The treatment was a simple programme of in-furrow application of our seaweed based biostimulant, CS1 , followed by 6 low volume foliar sprays of the same product at regular intervals throughout the life of the crop. The 2022 growing season in the UK experienced 3 heat waves, one in each month of June, July and August, which were crucial tuber formation and bulking periods for this crop. However the impact of the prolonged heat stress was minimised in the treated plants, resulting in a significant yield increase of 29.2%.
Interim investigation of the roots revealed that the untreated plants were at the hook stage, but the treated plants were beginning to form small tubers. This suggests that the treatment had advanced the physiological stage of the crop. In principle, this should lead to the development of more tubers that are larger and heavier as tuber development will occur over a longer period in the crop cycle. This was confirmed at harvest.
Additional trials in Norfolk with Russet Burbank delivered a similarly impressive yield increase of 40%. In this trial, regular applications of CS1 were used alongside microbial products.

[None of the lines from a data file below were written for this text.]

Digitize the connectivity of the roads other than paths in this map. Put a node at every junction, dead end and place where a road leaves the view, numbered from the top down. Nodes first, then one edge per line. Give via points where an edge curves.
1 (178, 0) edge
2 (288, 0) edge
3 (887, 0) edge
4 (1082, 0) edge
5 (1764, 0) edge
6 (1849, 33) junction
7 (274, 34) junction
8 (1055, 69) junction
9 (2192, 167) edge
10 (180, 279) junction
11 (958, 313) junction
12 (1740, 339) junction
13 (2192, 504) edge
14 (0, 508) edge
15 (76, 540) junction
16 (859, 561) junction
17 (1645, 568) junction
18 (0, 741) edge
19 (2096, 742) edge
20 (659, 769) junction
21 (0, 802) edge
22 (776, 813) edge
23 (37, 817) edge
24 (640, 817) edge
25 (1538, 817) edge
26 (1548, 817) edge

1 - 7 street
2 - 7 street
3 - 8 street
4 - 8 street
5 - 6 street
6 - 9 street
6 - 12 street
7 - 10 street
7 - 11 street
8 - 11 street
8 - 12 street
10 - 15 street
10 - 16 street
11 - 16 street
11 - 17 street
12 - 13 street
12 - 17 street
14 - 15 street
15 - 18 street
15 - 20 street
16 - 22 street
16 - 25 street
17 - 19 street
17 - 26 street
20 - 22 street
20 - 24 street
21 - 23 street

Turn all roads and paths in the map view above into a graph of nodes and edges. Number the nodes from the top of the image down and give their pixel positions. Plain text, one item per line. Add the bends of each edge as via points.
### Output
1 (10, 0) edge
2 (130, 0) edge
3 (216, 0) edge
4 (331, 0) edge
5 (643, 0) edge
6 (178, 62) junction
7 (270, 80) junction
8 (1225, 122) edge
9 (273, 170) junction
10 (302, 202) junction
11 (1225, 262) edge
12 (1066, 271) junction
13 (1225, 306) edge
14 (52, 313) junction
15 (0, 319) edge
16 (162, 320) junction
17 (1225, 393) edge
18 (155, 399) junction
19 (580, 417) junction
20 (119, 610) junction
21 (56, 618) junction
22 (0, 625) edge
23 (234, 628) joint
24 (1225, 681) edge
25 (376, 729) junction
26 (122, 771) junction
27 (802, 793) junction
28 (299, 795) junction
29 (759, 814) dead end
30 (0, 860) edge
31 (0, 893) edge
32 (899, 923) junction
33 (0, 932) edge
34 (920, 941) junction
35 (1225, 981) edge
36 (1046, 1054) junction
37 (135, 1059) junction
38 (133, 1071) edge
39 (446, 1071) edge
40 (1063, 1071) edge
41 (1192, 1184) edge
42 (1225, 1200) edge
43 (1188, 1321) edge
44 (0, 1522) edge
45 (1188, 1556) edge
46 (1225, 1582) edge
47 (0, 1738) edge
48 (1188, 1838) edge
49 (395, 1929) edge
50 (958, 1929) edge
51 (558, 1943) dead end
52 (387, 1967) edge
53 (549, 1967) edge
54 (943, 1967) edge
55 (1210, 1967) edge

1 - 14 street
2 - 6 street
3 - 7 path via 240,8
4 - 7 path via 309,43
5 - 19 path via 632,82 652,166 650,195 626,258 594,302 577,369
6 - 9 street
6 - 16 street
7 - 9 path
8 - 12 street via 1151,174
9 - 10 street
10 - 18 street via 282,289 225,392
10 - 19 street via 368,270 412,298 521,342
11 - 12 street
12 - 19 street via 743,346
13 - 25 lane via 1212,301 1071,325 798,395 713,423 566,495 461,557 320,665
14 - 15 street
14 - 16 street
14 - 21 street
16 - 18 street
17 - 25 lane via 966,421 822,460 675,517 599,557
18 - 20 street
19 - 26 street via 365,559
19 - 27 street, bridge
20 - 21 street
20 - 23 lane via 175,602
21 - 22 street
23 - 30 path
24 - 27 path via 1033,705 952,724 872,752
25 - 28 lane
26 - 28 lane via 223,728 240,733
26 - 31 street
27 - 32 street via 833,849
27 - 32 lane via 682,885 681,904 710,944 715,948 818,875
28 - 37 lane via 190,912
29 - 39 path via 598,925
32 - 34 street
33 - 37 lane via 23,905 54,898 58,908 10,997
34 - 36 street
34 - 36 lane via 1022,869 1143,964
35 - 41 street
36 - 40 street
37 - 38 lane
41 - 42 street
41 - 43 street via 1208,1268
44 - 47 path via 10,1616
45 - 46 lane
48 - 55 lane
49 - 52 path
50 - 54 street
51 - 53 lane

A clear improvement in skin finish was observed where 43% of the untreated control was affected by black scurf (Rhizoctonia solani), but only 6% of the treated crop showed any symptoms.
The irregular black/brown masses on the surface of the tuber are the sclerotia, or resting bodies, of the disease. They are superficial and do not affect the tuber quality however, they do perpetuate the disease and inhibit plant establishment from the tuber if used as seed.
An interim assessment of foliage revealed a clear difference whereby the treated plants appeared darker and denser than the untreated plants. This suggests a higher leaf area index and an increased level of chlorophyll in the leaves of the treated plants. Numerous
studies have demonstrated increased photosythetic activity following seaweed extract
What does this tell us?
As with all field trials, these results were influenced by local climatic conditions and the biological, physical and chemical condition of the soil, meaning that results will differ from site to site. Soil-plant-climate interactions are complex. A deeper understanding of the effects of biostimulants on all aspects of the ecosystem is required in order to improve future methodologies in sustainable food production.
These results, from heat stressed trials in Lincolnshire and Norfolk in 2022, confirm that seaweed-based biostimulants can reduce potato yield losses to abiotic stress and improve crop quality. The frequency and magnitude of heat stress episodes are intensifying due to global climate change and we need to adapt. Understanding and implementing effective methods to mitigate stressful growing conditions is now a priority for farmers and growers across the UK.